É mais um problema no interior do emaranhado de problemas do país. Do FlaXFlu fogem análises objetivas, esticando o tempo político da disputa. Relativiza-se, por exemplo, as revelações de Joesley Batista; elas, de fato, trazem prejuízo à economia, mas o acessório não pode negar o essencial: o presidente que não consegue se explicar.
Delação boa é a que arde no círculo social do outro. A crise gera essas contradições: argumentos e desculpas que antes cabiam na boca do adversário. Constitui-se, assim, o embate-empate na opinião pública que inibe o desenlace mais rápido da crise. Dividida, a sociedade se desmobiliza. A disputa dos partidos, na opinião pública, compreende exatamente isto, a paralisia. Sem pressão, os blocos políticos acomodam-se, não há rachas nem defecções. Cada um resguarda seu interesse.

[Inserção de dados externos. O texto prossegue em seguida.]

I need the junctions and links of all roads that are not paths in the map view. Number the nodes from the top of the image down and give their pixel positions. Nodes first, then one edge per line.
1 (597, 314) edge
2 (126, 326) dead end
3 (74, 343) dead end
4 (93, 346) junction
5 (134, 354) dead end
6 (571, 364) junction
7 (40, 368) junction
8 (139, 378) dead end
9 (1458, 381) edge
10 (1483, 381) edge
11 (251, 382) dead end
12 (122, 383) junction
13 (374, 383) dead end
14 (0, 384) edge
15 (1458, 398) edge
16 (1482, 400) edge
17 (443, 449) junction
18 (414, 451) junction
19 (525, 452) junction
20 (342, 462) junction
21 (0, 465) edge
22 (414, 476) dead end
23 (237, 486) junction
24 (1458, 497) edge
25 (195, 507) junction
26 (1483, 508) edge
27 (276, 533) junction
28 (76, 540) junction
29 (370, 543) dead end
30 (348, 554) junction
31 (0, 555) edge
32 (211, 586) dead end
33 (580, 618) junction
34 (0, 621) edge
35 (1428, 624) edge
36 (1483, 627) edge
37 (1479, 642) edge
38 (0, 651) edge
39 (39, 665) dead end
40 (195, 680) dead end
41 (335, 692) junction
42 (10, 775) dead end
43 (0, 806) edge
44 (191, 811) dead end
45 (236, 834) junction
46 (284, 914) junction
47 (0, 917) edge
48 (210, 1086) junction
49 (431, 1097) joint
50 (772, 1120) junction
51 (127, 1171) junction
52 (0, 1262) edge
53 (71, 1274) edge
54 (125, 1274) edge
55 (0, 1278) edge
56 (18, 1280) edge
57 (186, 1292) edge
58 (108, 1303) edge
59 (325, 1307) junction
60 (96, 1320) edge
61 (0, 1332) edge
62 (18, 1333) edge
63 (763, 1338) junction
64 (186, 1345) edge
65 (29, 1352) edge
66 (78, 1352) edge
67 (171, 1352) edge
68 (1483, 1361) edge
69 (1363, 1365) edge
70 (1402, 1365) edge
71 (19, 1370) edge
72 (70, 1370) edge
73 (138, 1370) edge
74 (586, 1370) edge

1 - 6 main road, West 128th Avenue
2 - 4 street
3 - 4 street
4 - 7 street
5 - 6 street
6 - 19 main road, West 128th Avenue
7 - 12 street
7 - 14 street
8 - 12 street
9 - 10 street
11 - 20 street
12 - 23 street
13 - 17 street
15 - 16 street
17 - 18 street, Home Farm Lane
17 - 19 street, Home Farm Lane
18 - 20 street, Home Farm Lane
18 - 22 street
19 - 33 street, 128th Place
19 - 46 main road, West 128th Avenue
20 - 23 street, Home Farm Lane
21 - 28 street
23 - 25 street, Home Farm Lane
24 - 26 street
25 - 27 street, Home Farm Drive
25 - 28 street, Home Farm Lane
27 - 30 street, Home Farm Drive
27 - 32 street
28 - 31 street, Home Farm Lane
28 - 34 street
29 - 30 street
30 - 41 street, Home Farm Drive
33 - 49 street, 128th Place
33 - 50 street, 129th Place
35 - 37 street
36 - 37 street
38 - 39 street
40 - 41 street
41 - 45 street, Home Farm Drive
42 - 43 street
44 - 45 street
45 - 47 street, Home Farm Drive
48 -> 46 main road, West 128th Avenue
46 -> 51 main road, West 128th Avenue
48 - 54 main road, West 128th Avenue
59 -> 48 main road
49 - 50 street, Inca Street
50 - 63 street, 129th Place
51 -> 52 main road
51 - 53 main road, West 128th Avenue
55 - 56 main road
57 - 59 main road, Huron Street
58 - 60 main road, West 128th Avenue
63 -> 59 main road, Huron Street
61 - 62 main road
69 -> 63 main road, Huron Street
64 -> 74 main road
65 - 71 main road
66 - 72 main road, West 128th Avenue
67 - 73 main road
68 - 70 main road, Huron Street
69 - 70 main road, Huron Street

Tenta-se desqualificar a crise: maliciosamente, surgem questionamentos sobre os motivos, afinal, do Ministério Público e da mídia que amplifica as denuncias. Difícil dizer. Fazem lembrar o motorista Eriberto França, cujo depoimento levou Fernando Collor de Mello ao impeachment. Na CPI, um deputado ''colorido'' lhe perguntou se denunciava ''apenas por amor à pátria''. Ao que o motorista devolveu: ''…e o senhor acha pouco, deputado?''
Ainda que se possa especular a respeito de razões que a razão desconheça, o fato é que a narrativa de Joesley Batista é reveladora do estado da arte do sistema político real: de fato, os maiores partidos do Brasil — e alguns de seus dirigentes — locupletaram-se com relações não republicanas, lambuzaram-se com o mel de grana graúda.
Não se apaga o papel que o PT teve nisso, não importam as alegadas e esfarrapadas desculpas de que foi em prol da inclusão social. Tampouco a recuperação econômica pode, por sua vez, esconder que o presidente recebeu, sim, nos subterrâneos do Palácio quem agora chama de ''notório bandido'', indicando-lhe um interlocutor pouco depois flagrado com uma mala de dinheiro. Nada faz esquecer que Aécio Neves fazia pedidos ao ''notório bandido'', mesmo depois de ter liderado um processo que retirou do poder um grupo ao qual o senador qualificava como ''organização criminosa''. Custa esquecer.
No geral, as explicações de cada um são frágeis e contraditórias; imaginar que nada disso ocorreu não faz sentido; há, ao menos, verossimilhança nos relatos. E, à parte disto, provas vivas às quais se procura enterrar. No mais, o STF julgará se os termos do acordo de leniência entre a JBS e o MP são válidos; numa lógica ''consequencialista'', avaliará se os áudios e as ladainhas de Joesley valem isso tudo, na missa da crise.
Pouco importa em quem, afinal, se votou em 2014. Tudo mudou. Não é o mesmo que trocar de time de futebol, virar casaca. Dicotomias e maniqueísmos deveriam desaparecer; vetos a partidos ou personagens não podem obscurecera realidade: o sistema político ruiu, as casas estão caindo. A vida precisa ser reconstruída com outro barro. E os corruptos de estimação devem, sem exceção, ser encaminhados às autoridades sanitárias.